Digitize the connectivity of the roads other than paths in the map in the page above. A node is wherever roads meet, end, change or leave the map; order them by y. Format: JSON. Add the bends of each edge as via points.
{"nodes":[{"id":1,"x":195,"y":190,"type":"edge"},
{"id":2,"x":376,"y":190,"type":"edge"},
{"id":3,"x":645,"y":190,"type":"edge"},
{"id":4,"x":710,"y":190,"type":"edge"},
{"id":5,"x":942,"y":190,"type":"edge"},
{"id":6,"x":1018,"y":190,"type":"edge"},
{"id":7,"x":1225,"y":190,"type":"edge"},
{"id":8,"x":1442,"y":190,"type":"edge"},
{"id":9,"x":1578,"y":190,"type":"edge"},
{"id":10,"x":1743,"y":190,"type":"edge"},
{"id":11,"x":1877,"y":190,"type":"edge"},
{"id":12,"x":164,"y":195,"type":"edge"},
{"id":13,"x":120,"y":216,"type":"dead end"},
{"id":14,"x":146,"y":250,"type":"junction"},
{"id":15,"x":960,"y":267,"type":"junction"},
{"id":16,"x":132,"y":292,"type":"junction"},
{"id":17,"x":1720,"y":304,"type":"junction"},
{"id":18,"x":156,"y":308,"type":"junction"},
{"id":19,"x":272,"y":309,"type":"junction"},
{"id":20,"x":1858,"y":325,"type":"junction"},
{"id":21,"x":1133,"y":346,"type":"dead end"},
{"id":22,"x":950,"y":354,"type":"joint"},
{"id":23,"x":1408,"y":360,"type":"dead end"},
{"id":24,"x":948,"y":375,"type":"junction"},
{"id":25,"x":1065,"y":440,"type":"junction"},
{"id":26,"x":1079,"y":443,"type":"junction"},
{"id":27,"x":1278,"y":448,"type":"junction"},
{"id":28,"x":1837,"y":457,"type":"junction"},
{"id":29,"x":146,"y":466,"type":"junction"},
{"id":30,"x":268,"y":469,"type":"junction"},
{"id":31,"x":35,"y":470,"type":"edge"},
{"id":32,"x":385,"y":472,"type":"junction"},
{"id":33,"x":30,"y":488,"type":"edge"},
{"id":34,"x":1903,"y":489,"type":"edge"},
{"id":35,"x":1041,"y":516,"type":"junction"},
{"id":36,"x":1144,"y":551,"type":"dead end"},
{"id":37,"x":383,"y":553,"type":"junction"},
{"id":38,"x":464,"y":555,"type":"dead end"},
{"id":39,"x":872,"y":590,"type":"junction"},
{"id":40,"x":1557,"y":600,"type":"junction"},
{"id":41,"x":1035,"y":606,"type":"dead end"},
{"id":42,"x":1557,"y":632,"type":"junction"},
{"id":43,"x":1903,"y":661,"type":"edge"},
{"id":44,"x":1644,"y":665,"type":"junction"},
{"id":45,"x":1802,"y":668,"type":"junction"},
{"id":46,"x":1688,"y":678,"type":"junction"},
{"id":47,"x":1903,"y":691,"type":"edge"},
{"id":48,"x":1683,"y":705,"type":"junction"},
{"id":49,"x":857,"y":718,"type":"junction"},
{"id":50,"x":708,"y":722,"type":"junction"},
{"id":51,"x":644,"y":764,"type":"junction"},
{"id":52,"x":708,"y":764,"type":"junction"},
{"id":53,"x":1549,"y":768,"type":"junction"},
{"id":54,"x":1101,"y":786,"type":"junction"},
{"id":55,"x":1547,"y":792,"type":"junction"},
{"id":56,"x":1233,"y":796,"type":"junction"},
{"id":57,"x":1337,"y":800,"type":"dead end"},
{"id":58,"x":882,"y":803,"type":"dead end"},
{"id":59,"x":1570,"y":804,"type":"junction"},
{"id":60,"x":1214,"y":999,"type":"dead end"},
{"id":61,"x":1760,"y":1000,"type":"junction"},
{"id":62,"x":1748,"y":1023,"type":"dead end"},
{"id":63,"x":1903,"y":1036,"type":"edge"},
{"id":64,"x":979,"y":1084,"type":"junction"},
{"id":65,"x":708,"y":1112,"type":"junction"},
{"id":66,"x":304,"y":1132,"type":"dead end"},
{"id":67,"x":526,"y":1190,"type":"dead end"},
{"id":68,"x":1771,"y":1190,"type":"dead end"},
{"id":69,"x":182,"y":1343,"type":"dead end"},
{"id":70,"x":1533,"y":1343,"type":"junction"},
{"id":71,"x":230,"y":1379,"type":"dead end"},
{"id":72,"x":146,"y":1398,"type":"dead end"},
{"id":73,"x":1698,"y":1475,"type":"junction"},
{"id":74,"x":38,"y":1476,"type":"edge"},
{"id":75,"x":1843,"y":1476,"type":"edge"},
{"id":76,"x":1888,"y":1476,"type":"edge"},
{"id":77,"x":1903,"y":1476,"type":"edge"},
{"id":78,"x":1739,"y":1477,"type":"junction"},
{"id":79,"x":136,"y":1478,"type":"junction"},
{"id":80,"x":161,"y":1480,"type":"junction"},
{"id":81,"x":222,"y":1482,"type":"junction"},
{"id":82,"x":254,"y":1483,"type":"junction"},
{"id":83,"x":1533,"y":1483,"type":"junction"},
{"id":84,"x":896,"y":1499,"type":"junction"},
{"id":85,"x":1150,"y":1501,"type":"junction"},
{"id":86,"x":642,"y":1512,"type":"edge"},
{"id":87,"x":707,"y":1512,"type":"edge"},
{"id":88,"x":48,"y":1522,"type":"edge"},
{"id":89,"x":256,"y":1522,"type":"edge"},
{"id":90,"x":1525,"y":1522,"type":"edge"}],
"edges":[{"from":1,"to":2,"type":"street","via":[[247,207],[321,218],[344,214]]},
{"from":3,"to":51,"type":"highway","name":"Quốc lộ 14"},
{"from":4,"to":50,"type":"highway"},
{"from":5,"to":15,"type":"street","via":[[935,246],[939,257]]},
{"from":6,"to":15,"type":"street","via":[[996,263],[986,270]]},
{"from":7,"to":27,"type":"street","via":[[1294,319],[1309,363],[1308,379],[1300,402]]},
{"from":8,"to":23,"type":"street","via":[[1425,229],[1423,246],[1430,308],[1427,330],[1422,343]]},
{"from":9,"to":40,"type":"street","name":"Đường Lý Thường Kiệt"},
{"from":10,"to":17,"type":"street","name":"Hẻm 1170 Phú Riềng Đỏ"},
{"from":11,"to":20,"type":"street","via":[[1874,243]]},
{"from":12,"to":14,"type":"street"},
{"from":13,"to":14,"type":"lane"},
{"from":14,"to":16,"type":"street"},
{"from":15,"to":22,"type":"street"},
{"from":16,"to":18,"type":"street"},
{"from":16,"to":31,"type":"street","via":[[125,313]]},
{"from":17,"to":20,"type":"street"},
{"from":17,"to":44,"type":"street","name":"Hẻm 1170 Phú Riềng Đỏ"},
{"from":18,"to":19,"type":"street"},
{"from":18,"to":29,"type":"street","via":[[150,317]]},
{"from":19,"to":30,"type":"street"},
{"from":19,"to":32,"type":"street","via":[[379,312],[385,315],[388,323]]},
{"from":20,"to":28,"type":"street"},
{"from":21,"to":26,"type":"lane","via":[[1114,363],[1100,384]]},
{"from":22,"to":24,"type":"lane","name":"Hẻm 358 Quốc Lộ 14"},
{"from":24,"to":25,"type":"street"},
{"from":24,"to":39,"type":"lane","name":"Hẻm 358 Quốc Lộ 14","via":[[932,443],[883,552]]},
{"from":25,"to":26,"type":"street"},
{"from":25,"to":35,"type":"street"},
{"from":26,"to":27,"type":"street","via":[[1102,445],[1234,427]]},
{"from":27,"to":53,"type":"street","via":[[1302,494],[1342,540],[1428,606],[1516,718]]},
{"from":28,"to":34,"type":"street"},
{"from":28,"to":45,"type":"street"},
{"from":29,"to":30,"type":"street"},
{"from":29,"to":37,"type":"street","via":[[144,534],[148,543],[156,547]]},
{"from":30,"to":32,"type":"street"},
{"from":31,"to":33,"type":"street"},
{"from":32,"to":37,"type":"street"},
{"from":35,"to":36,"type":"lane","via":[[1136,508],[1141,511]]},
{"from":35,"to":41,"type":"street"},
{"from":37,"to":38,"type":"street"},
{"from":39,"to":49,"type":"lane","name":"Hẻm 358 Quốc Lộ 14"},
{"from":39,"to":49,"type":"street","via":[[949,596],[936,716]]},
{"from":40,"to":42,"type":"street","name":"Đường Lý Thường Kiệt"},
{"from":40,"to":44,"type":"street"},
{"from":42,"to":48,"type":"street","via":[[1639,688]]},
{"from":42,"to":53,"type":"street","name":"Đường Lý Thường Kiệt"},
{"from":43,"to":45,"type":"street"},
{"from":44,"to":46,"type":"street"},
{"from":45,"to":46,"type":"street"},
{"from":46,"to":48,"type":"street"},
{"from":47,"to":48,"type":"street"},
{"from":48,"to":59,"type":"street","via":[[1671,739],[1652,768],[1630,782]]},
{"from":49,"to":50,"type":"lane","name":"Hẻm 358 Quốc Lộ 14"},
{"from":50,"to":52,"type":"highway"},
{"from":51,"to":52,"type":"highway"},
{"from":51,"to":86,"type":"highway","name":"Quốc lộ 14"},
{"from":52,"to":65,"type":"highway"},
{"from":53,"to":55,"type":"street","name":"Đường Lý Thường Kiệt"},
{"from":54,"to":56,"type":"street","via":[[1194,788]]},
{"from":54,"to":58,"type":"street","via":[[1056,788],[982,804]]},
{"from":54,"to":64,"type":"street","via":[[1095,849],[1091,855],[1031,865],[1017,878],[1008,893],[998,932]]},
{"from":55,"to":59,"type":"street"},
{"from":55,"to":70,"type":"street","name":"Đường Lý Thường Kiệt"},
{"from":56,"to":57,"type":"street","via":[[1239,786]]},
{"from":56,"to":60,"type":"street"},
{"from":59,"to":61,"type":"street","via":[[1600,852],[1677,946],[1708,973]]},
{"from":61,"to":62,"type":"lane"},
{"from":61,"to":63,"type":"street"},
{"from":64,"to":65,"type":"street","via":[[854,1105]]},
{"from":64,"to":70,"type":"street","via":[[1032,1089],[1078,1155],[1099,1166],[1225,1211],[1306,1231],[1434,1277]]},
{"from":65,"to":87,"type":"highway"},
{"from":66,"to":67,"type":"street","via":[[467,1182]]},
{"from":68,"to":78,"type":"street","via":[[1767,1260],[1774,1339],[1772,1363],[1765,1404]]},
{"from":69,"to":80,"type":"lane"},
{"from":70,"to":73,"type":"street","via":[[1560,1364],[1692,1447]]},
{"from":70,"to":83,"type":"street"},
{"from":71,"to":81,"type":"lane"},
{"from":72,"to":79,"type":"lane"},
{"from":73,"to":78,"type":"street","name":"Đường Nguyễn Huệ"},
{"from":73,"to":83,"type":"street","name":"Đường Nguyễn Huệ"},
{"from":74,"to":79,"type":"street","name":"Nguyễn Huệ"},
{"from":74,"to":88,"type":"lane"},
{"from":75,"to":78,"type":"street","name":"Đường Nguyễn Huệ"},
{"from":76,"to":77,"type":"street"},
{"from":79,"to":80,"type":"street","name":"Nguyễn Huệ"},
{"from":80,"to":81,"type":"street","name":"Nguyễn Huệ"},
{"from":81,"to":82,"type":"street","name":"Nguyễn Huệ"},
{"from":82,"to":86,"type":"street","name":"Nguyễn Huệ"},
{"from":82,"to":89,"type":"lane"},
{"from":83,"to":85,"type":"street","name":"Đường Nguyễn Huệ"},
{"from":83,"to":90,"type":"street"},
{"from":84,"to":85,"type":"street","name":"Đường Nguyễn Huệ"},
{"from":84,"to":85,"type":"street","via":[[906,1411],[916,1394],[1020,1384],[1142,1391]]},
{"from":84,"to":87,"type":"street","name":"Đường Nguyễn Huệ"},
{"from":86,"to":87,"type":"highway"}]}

#####

Each line above with the word "Riềng" needs to be copied.

Your solution
{"from":10,"to":17,"type":"street","name":"Hẻm 1170 Phú Riềng Đỏ"},
{"from":17,"to":44,"type":"street","name":"Hẻm 1170 Phú Riềng Đỏ"},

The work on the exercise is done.